### Problem statement:
Look at each line of the records and count those with "Новосельська" in them. Please answer with the count alone.

### Stored items from a collection:
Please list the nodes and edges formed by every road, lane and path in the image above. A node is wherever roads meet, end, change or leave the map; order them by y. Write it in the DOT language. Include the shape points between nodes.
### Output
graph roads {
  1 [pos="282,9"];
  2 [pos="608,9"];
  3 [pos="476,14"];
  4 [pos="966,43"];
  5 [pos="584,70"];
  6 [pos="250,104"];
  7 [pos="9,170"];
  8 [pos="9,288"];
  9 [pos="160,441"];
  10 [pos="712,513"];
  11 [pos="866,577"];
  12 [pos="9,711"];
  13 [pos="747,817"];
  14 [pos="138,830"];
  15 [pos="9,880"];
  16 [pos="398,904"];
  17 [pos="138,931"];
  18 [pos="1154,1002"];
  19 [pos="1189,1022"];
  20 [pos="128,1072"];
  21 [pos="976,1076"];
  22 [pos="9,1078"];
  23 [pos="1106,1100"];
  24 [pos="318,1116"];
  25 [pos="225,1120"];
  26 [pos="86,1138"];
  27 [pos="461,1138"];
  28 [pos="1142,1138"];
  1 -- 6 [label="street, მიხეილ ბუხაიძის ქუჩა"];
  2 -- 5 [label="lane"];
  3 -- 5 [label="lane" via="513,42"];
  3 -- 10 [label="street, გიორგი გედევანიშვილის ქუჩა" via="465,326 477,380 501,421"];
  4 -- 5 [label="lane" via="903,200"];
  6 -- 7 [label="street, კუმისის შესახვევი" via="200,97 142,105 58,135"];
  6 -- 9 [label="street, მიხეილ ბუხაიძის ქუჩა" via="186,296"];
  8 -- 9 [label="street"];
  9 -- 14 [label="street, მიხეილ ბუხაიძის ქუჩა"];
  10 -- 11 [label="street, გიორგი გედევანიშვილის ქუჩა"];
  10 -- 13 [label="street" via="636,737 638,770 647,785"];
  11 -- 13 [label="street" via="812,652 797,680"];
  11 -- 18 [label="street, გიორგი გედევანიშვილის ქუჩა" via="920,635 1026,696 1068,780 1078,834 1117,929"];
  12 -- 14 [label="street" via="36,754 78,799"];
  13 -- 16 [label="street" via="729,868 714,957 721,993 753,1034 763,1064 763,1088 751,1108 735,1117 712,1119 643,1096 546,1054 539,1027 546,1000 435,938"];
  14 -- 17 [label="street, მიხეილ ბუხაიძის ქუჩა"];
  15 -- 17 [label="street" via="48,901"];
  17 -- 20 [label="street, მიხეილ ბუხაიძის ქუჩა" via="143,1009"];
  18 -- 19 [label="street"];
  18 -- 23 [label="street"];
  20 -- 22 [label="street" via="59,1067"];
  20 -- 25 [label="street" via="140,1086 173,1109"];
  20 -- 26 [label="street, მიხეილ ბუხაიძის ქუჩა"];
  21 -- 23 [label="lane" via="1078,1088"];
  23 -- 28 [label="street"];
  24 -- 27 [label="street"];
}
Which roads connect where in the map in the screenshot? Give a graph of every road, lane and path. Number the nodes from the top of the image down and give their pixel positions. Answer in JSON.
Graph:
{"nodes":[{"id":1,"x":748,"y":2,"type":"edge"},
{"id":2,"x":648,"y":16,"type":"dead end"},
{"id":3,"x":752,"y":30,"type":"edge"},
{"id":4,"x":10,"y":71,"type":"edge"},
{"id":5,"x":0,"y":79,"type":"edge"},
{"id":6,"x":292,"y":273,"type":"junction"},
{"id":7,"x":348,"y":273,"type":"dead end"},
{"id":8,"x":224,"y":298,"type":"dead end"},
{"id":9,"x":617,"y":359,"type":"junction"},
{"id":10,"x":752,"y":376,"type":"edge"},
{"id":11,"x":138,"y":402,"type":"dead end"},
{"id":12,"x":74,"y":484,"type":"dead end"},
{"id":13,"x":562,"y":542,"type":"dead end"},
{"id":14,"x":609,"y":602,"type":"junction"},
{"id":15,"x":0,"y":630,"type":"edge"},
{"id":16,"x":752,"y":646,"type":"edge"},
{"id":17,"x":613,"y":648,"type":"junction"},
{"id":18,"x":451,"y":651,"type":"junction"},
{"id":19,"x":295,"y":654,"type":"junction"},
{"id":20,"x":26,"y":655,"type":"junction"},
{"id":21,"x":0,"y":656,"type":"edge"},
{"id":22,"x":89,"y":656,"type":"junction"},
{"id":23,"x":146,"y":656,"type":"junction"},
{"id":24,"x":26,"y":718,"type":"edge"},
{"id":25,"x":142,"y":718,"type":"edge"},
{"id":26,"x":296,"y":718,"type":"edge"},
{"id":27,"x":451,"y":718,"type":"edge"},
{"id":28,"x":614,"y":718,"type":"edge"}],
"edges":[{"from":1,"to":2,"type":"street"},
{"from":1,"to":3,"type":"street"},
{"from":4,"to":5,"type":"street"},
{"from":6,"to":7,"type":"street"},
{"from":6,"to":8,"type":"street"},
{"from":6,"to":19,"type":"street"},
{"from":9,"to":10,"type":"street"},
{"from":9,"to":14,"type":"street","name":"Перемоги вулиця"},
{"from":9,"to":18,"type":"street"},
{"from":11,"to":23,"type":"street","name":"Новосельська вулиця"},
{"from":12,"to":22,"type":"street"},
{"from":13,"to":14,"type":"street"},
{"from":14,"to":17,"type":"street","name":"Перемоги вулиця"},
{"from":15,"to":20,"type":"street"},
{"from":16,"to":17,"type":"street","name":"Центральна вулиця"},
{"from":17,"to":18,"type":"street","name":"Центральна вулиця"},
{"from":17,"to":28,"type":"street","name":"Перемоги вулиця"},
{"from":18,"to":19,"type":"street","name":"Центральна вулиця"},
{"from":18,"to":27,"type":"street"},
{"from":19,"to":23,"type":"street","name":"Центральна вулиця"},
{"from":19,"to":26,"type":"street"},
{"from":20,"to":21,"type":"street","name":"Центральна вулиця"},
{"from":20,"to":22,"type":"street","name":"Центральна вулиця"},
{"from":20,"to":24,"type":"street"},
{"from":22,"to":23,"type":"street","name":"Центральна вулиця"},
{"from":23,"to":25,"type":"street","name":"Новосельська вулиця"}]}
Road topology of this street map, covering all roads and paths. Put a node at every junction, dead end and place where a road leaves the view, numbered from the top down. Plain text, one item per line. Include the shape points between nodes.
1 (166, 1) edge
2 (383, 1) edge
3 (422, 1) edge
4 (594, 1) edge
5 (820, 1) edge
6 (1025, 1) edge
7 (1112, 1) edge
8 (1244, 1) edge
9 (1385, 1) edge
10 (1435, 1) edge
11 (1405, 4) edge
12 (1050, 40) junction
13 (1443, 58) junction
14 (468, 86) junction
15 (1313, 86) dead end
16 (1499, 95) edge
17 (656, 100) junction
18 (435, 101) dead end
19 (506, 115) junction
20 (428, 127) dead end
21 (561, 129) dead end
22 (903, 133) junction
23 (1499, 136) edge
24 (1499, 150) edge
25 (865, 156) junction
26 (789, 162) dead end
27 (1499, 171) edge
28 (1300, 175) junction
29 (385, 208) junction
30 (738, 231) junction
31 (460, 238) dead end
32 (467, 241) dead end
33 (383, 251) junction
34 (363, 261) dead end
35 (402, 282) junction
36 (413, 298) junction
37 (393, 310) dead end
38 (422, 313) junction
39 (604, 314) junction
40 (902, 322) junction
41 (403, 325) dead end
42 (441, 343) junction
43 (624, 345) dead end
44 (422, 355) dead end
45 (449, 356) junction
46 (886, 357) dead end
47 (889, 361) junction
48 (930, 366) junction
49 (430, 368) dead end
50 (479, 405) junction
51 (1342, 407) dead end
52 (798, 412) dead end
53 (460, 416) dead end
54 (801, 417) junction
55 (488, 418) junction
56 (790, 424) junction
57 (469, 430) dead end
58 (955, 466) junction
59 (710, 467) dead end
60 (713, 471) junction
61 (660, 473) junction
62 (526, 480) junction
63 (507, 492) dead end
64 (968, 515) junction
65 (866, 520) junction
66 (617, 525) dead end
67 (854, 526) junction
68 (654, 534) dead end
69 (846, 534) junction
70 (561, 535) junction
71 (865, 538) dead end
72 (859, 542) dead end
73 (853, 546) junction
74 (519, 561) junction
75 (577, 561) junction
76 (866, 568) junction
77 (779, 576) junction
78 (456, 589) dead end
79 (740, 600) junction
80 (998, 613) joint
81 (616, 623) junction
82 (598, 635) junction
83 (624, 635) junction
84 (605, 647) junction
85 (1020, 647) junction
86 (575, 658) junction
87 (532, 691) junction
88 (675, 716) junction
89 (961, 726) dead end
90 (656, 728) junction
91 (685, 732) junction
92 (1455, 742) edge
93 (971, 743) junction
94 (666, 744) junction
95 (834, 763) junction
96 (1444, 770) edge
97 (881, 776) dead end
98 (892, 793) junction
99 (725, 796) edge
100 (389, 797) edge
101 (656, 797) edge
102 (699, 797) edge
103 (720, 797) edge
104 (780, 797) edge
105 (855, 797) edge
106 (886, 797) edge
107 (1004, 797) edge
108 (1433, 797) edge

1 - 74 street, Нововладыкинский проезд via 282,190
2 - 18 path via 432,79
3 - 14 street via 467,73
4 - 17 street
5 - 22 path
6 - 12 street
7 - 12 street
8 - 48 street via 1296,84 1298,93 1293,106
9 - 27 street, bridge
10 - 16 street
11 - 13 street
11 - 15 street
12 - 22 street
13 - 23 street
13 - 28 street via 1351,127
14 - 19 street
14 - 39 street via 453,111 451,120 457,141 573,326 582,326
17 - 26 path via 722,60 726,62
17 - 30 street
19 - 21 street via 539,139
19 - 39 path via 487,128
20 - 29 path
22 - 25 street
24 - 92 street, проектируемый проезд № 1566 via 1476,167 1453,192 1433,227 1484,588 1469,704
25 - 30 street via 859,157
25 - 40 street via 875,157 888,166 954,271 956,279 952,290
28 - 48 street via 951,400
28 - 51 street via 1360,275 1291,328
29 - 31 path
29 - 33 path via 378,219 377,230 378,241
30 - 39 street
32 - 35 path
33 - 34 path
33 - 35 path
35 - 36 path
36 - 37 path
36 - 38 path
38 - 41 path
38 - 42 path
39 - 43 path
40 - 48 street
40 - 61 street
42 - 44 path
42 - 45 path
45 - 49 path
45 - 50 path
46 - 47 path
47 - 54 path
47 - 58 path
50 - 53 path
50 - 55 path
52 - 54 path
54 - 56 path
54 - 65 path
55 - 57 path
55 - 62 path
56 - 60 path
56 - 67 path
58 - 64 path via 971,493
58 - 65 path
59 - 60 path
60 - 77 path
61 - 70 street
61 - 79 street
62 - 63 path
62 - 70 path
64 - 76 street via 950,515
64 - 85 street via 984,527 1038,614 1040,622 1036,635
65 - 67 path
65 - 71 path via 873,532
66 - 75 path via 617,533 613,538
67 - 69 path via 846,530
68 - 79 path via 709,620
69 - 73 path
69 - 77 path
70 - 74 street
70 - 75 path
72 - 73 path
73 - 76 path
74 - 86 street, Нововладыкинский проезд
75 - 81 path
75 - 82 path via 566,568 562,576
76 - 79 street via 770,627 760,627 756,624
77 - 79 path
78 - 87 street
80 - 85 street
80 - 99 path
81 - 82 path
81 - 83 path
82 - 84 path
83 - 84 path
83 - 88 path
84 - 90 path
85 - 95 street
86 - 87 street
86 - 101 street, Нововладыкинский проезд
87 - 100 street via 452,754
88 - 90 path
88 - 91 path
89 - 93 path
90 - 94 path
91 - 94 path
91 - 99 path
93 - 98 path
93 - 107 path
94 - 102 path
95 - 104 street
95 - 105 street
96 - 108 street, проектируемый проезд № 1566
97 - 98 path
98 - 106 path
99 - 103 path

### Answer area:
2